I am bumping into desktop crashes (called login loop by many) on Ubuntu 21.04.
This started happening after an interrupted sudo apt install...
session which had run 70 (very low bandwidth) hours before power outage.
Upon power restoration, I reran apt
thinking the machine would be very out-of-sorts. Notably, apt
proceeded based, I'm guessing, on its cache. It ran for additional time, then gave me a report which listed 9 or 10 failed packages; there were many lines preceding the failed package which seemed to indicate successful installation of the remaining packages.
After a few more invocations of apt
to install the failed packages, I was relieved.
Upon rebooting, however, I was met with the desktop crash.
An answer by user10489 to this related question (Recurring problems with Login Loops ubuntu 20.10) was very thorough.
Except for the gnome-specific steps, I examined all the others. None applied.
The problem began after running the completion of apt. I don't recall whether apt prompted me to do so, but I rebooted the machine.
First on my main account... then attempting to login on my backup account (which I always create for cases just like this), leads to the same result.
SYMPTOMS When I press the last key of my password followed by enter, it proceeds as usual... Then the screen turns black, flashes a couple lines of text at top, then returns to login screen and beeps.
Lines flashed on screen:
[ 133.715541] netdata[4213]: 2021-08-30 11:50:14: netdata INFO : MAIN : CONFIG: cannot load cloud config '/var/lib/netdata/cloud.d/cloud.conf'. Running with internal defaults.
[ 134.569325] netdata[4213]: 2021-08-30 11:50:15: netdata INFO : MAIN : SIGNAL : Not enabling reaper
I am able to access the text terminals.
I created a new user... and faced the same fate.
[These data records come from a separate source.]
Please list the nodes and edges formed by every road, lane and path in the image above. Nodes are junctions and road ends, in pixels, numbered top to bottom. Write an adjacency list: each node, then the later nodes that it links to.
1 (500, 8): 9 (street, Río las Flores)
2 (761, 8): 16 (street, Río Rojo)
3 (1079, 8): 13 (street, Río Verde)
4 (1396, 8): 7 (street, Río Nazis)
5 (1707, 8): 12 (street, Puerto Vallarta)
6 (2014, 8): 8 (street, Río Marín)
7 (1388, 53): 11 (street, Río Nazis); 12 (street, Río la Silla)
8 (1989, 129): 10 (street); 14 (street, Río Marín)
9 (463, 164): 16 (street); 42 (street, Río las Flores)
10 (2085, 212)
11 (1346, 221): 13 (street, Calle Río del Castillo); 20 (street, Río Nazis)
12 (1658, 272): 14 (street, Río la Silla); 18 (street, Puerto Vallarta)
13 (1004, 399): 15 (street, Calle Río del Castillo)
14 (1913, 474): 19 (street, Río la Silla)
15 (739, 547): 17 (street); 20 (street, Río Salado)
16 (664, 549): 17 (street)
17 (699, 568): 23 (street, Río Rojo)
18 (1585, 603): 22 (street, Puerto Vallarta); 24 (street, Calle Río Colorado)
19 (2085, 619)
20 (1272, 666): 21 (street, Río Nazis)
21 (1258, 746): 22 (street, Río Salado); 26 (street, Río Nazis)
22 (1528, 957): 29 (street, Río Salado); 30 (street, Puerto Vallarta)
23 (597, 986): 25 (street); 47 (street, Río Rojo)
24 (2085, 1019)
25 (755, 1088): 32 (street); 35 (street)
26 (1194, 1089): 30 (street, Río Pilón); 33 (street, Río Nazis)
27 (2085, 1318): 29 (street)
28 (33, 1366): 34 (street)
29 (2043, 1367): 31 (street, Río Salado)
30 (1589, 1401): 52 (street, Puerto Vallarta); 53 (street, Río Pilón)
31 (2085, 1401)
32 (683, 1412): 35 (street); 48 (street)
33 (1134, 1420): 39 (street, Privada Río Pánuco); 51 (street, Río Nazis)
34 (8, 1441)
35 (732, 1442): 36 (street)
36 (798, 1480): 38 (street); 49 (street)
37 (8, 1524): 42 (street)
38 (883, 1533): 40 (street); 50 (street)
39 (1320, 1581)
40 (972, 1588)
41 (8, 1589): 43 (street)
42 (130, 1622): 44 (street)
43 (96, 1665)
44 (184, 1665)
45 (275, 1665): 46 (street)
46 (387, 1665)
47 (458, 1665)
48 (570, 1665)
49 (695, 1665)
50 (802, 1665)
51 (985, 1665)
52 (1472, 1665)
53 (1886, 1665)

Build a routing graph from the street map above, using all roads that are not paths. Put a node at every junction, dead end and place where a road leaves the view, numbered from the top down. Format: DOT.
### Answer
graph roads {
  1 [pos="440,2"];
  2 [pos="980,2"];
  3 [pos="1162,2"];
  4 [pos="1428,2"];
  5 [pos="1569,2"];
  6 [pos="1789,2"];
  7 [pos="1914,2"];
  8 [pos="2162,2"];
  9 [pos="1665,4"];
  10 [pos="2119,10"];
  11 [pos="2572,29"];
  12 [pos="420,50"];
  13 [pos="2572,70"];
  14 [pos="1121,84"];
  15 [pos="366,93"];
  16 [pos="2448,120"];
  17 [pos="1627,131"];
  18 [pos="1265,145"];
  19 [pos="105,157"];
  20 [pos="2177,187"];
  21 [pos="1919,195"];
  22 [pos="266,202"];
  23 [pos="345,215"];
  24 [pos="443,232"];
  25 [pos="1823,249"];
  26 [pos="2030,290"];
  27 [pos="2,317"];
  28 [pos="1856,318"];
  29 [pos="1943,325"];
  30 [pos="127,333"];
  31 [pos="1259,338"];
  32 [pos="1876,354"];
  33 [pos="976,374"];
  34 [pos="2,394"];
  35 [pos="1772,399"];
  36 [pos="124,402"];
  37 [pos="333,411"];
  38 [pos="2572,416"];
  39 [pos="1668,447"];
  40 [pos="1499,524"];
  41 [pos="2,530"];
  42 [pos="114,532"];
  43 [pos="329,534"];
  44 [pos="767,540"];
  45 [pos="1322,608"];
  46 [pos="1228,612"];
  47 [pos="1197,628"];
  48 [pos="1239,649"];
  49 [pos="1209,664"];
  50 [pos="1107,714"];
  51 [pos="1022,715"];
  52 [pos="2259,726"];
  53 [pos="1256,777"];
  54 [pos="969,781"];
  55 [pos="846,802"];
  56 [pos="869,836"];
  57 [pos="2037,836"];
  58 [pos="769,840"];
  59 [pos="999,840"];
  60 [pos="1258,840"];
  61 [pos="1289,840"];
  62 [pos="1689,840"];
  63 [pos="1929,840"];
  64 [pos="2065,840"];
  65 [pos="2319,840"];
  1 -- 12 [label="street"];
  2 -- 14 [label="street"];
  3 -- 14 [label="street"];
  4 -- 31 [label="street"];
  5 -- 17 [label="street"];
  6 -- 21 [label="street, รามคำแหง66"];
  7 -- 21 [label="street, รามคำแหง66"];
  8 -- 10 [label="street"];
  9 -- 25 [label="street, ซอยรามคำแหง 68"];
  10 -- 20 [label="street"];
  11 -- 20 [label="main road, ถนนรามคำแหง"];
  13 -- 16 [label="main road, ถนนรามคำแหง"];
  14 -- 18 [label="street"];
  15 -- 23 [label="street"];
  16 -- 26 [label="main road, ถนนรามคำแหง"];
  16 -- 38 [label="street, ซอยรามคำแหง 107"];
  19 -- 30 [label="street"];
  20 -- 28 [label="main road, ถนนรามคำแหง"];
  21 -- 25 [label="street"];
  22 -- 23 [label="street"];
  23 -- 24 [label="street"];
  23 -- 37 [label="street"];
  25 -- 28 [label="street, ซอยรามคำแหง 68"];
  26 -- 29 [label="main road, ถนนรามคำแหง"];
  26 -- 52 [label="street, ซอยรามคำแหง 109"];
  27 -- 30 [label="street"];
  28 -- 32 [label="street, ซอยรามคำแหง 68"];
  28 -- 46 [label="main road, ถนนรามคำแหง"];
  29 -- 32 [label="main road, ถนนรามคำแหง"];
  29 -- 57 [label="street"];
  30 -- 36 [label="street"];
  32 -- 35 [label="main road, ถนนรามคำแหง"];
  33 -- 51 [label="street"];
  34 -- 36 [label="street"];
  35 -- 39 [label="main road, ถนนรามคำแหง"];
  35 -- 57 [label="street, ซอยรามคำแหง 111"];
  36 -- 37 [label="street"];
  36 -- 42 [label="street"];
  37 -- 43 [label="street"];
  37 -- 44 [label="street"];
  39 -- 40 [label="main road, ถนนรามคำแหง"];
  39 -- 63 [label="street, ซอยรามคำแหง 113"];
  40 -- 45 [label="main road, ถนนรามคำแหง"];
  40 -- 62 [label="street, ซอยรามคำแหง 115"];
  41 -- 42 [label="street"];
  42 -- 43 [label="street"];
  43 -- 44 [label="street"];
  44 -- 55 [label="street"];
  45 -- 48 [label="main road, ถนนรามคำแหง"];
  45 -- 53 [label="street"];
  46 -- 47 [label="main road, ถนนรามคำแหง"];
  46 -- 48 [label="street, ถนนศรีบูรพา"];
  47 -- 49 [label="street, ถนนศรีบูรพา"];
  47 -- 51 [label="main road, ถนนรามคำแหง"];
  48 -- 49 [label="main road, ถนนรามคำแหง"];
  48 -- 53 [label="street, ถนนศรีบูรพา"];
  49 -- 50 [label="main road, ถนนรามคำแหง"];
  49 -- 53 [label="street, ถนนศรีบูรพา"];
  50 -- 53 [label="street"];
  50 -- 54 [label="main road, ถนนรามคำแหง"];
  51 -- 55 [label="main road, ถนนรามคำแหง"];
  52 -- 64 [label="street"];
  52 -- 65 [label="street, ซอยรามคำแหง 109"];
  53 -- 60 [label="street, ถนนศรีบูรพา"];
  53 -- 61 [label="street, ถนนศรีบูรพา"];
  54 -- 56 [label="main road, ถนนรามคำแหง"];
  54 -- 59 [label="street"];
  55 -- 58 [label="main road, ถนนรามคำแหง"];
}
I examined the .xsession-errors
resource which consists of 131 lines.
Among the first ten lines:
/etc/X11/Xsession.d/30x11-common_xresources: line 16: has_option: command not found
/etc/X11/Xsession.d/75dbus_dbus-launch: line 9: has_option: command not found
/etc/X11/Xsession.d/90x11-common_ssh-agent: line 9: has_option: command not found
The last 11 lines
dbus-update-activation-environment: setting _=/usr/bin/dbus-update-activation-environment
dbus-update-activation-environment: warning: error sending to systemd: org.freedesktop.DBus.Error.InvalidArgs: Invalid environment assignments
Insecure $ENV{ENV} while running with -T switch at /usr/share/perl5/GnuPG/Interface.pm line 348.
Compilation failed in require at /usr/bin/monkeysphere-validation-agent line 22
BEGIN failed--compilation aborted-at /usr/bin/monkeysphere-validation-agent line 22
Use of uninitialized value $line in pattern match (m//) /usr/share/perl5/GnuPG/Interface.pm line 820.
Use of uninitialized value $a in split at /usr/share/perl5/GnuPG/Interface.pm line 834.
Use of uninitialized value $a in split at /usr/share/perl5/GnuPG/Interface.pm line 834.
GnuPG version 1.4 or 2.2+ required at (eval 191) line 55.
Compilation failed in require at /usr/bin/monkeysphere-validation-agent line 22.
BEGIN failed--compilation aborted at /usr/bin/monkeysphere-validation-agent line 22.
Nearly all of the remaining 100 lines in .xsession-errors
appear to be simple log messages; none have "warning" or "error" but almost all of them relate to dbus.
My instinct is saying there's a problem with the dbus installation. On the other hand, the messages presented on the screen during the attempted logins have netdata indicated.
But I'm in a strange territory. I'm not sure what to try next. Is it dbus, netdata or something altogether different?
(UPDATE: after looking into netdata, man
says it's "real-time performance monitoring." So, I highly doubt this is the problem, leaving me with dbus as my only option. It makes sense since system inter-process messaging relies on it.)
Looking in the /var/crash
directory yields no help. I reviewed the directory. Tried login. Returned to review the /var/crash
and no new file had been created.
A review of previous crash files were only 2 or 3 lines and had to do with autojack. (Which makes me happy to find because I lost sounds a couple weeks ago... Now, I have a lead!)
(Updated 2021-09-08)
As I continue investigating, I have found systemctl status
reports "degraded." Upon review of the output from sustemctl --all list-units
, I see that there are a number (38) of units 'not-found', 5 identified as "masked" and 3 marked as "failed."